In [None]:
#DEMO SCRIPT - loads a trained model and runs inference on a test set

import torch
import pandas as pd
import numpy as np

from torch.utils.data import DataLoader
from datasets import Dataset
from transformers import AutoTokenizer

Model and embedding matrix loaded successfully!


Map:   0%|          | 0/4688 [00:00<?, ? examples/s]

Predictions saved to: data\predictionsDemo.csv


In [None]:
########################################
# 1. Define model
########################################

import torch.nn as nn
import torch.nn.functional as F

class SimpleAttention(nn.Module):
    def __init__(self, hidden_dim):
        super().__init__()
        self.hidden_dim = hidden_dim
        self.W = nn.Linear(2 * hidden_dim, 2 * hidden_dim)
        self.v = nn.Linear(2 * hidden_dim, 1, bias=False)

    def forward(self, lstm_outputs, mask=None):
        # lstm_outputs: (B, L, 2H)
        score = torch.tanh(self.W(lstm_outputs))    # (B, L, 2H)
        score = self.v(score).squeeze(-1)          # (B, L)
        if mask is not None:
            score = score.masked_fill(mask == 0, -1e9)
        attn_weights = F.softmax(score, dim=-1)    # (B, L)
        attn_weights = attn_weights.unsqueeze(1)   # (B, 1, L)
        context = torch.bmm(attn_weights, lstm_outputs)  # (B, 1, 2H)
        context = context.squeeze(1)               # (B, 2H)
        return context


class CustomBiLSTMModel(nn.Module):
    def __init__(self, 
                 vocab_size,
                 embed_dim=300,
                 hidden_dim=256, 
                 num_labels=2,
                 num_layers=2, 
                 dropout=0.3, 
                 use_attention=True,
                 use_focal_loss=False, 
                 gamma=2.0, 
                 label_smoothing=0.0,
                 embedding_matrix=None):
        super().__init__()
        self.vocab_size = vocab_size
        self.embed_dim = embed_dim
        self.hidden_dim = hidden_dim
        self.num_layers = num_layers
        self.dropout = dropout
        self.num_labels = num_labels
        
        self.use_attention = use_attention
        self.use_focal_loss = use_focal_loss
        self.gamma = gamma
        self.label_smoothing = label_smoothing

        # Embedding layer
        self.embedding = nn.Embedding(self.vocab_size, self.embed_dim, padding_idx=0)
        if embedding_matrix is not None:
            with torch.no_grad():
                self.embedding.weight.copy_(embedding_matrix)

        # BiLSTM
        self.lstm = nn.LSTM(
            input_size=self.embed_dim,
            hidden_size=self.hidden_dim,
            num_layers=self.num_layers,
            dropout=self.dropout,
            batch_first=True,
            bidirectional=True
        )

        # Optional attention
        if self.use_attention:
            self.attn = SimpleAttention(self.hidden_dim)

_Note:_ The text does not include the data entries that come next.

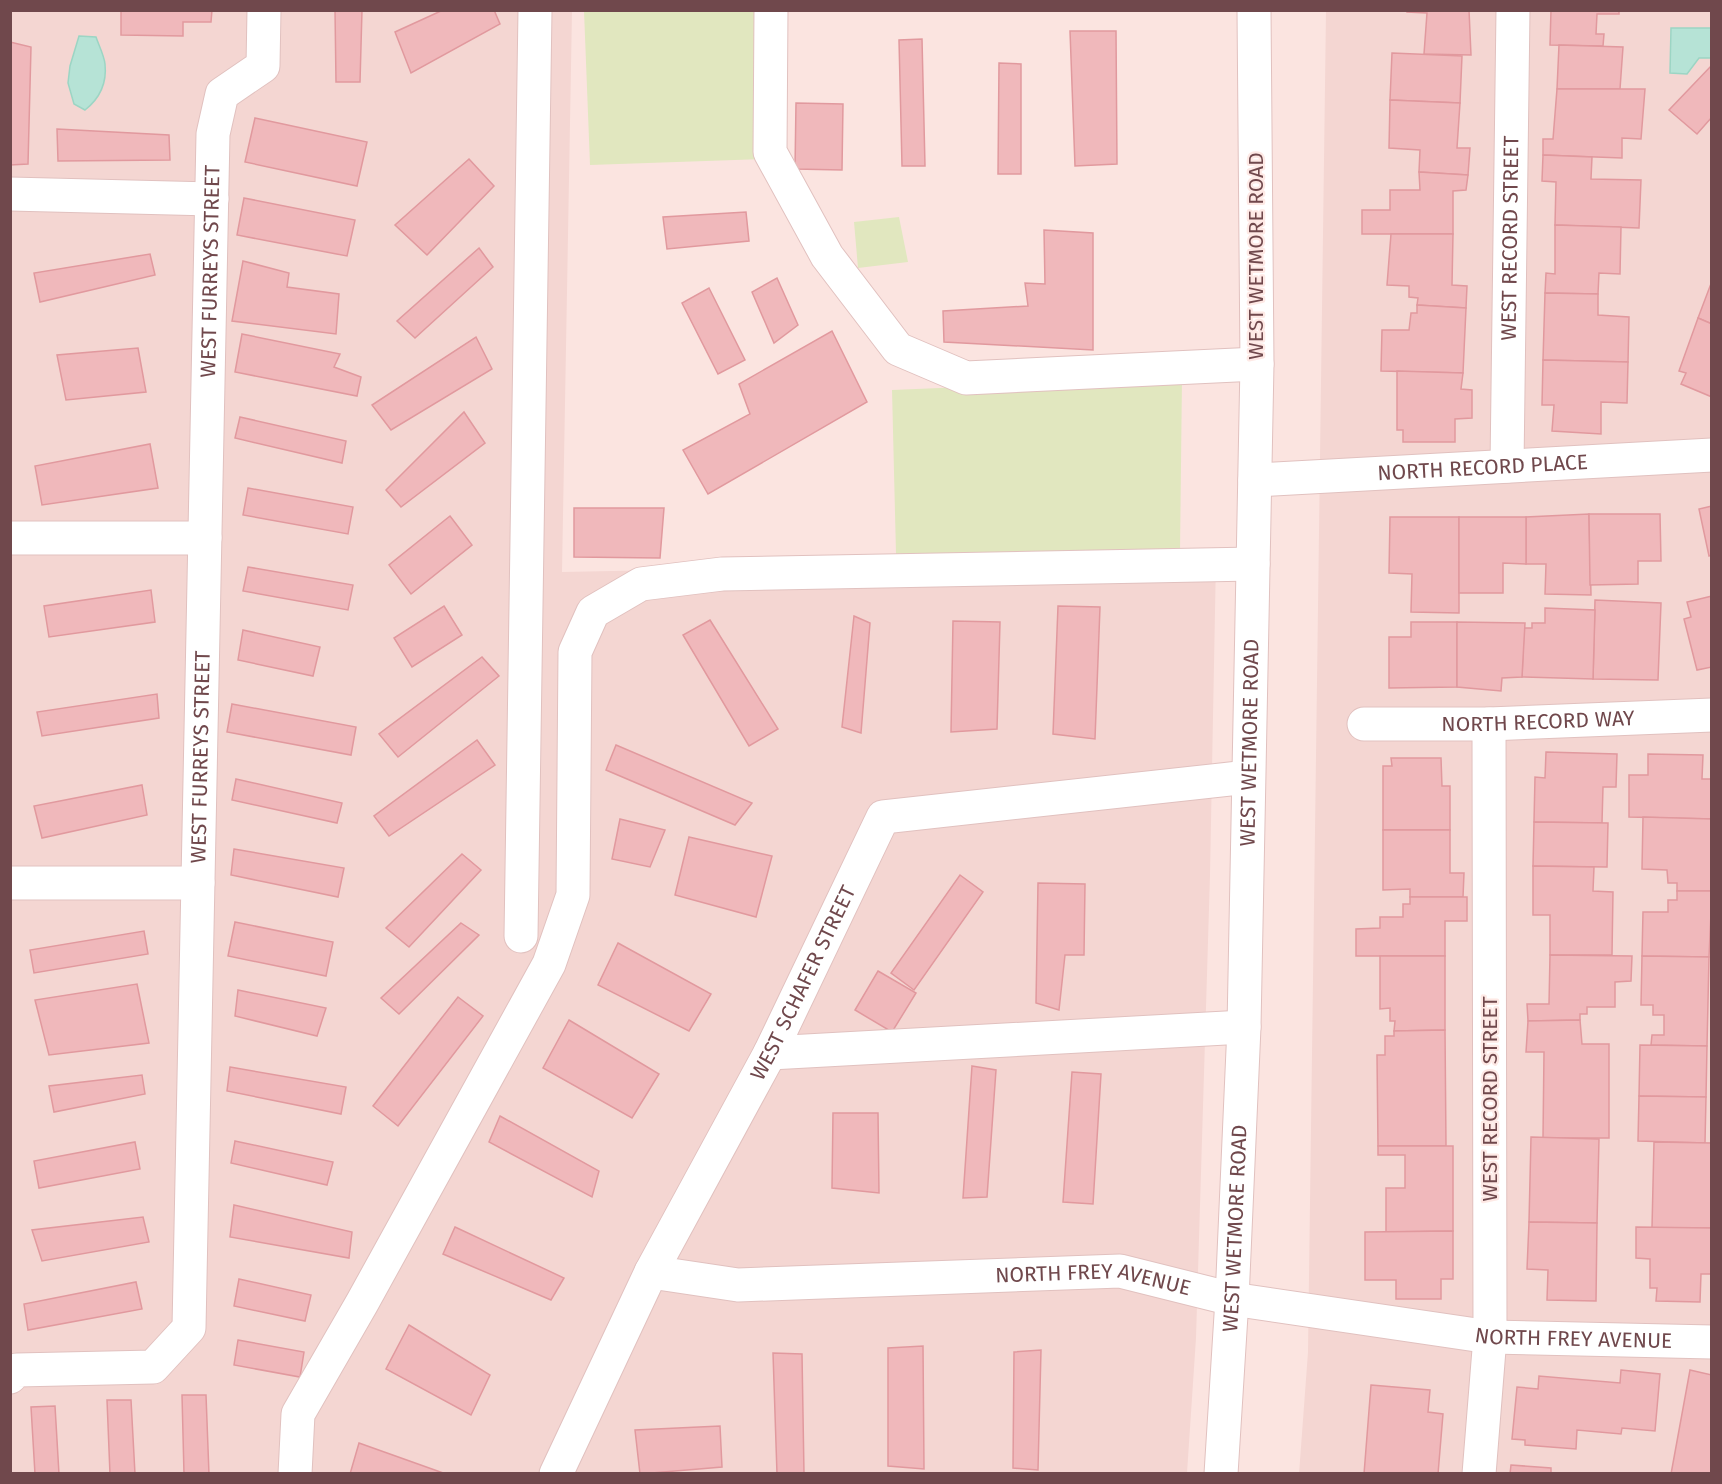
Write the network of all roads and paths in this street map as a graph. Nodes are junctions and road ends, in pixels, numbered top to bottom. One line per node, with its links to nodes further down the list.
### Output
1 (264, 10): 7 (street, WEST FURREYS STREET)
2 (535, 10): 21 (street)
3 (771, 10): 8 (street)
4 (1254, 10): 8 (street, WEST WETMORE ROAD)
5 (1513, 10): 10 (street, WEST RECORD STREET)
6 (10, 195): 7 (street)
7 (212, 199): 13 (street, WEST FURREYS STREET)
8 (1257, 364): 11 (street, WEST WETMORE ROAD)
9 (1712, 455): 10 (street, NORTH RECORD PLACE)
10 (1507, 466): 11 (street, NORTH RECORD PLACE)
11 (1255, 480): 14 (street, WEST WETMORE ROAD)
12 (10, 538): 13 (street)
13 (204, 538): 20 (street, WEST FURREYS STREET)
14 (1253, 564): 18 (street, WEST WETMORE ROAD); 29 (street)
15 (1712, 715): 17 (street, NORTH RECORD WAY)
16 (1364, 724): 17 (street, NORTH RECORD WAY)
17 (1489, 724): 26 (street, WEST RECORD STREET)
18 (1248, 777): 22 (street, WEST WETMORE ROAD); 23 (street, WEST SCHAFER STREET)
19 (10, 883): 20 (street)
20 (198, 883): 28 (street, WEST FURREYS STREET)
21 (521, 936)
22 (1244, 1027): 23 (street); 25 (street, WEST WETMORE ROAD)
23 (770, 1053): 24 (street, WEST SCHAFER STREET)
24 (651, 1272): 25 (street, NORTH FREY AVENUE); 30 (street, WEST SCHAFER STREET)
25 (1232, 1299): 26 (street, NORTH FREY AVENUE); 31 (street, WEST WETMORE ROAD)
26 (1490, 1337): 27 (street, NORTH FREY AVENUE); 32 (street, WEST RECORD STREET)
27 (1712, 1342)
28 (10, 1377)
29 (295, 1473)
30 (556, 1473)
31 (1221, 1473)
32 (1479, 1473)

        # Classification head
        self.classifier = nn.Linear(2 * self.hidden_dim, self.num_labels)

    def forward(self, input_ids=None, attention_mask=None, labels=None, **kwargs):
        # Embeddings
        embeds = self.embedding(input_ids)
        if attention_mask is not None:
            expand_mask = attention_mask.unsqueeze(-1).float()
            embeds = embeds * expand_mask
        
        # LSTM
        lstm_outputs, (h, c) = self.lstm(embeds)  # (B, L, 2H), h shape: (2*num_layers, B, H)
        
        if self.use_attention:
            context = self.attn(lstm_outputs, mask=attention_mask) 
        else:
            # Take the last forward and backward states from the top LSTM layer
            h_forward = h[-2]  # last layer's forward state
            h_backward = h[-1] # last layer's backward state
            context = torch.cat((h_forward, h_backward), dim=-1)

        logits = self.classifier(context)
        return {"logits": logits}

In [None]:
########################################
# 2. Load the Trained Model Checkpoint
########################################

BEST_MODEL_PATH = "data\\taskB\\ED_B_Model.pt"
device = torch.device("cuda" if torch.cuda.is_available() else "cpu")

checkpoint = torch.load(
    BEST_MODEL_PATH, 
    map_location=device, 
    weights_only=False
)

# Extract hyperparams & embedding matrix from the checkpoint
hyperparams = checkpoint["hyperparams"]
embedding_matrix_tensor = checkpoint["embedding_matrix"].to(device)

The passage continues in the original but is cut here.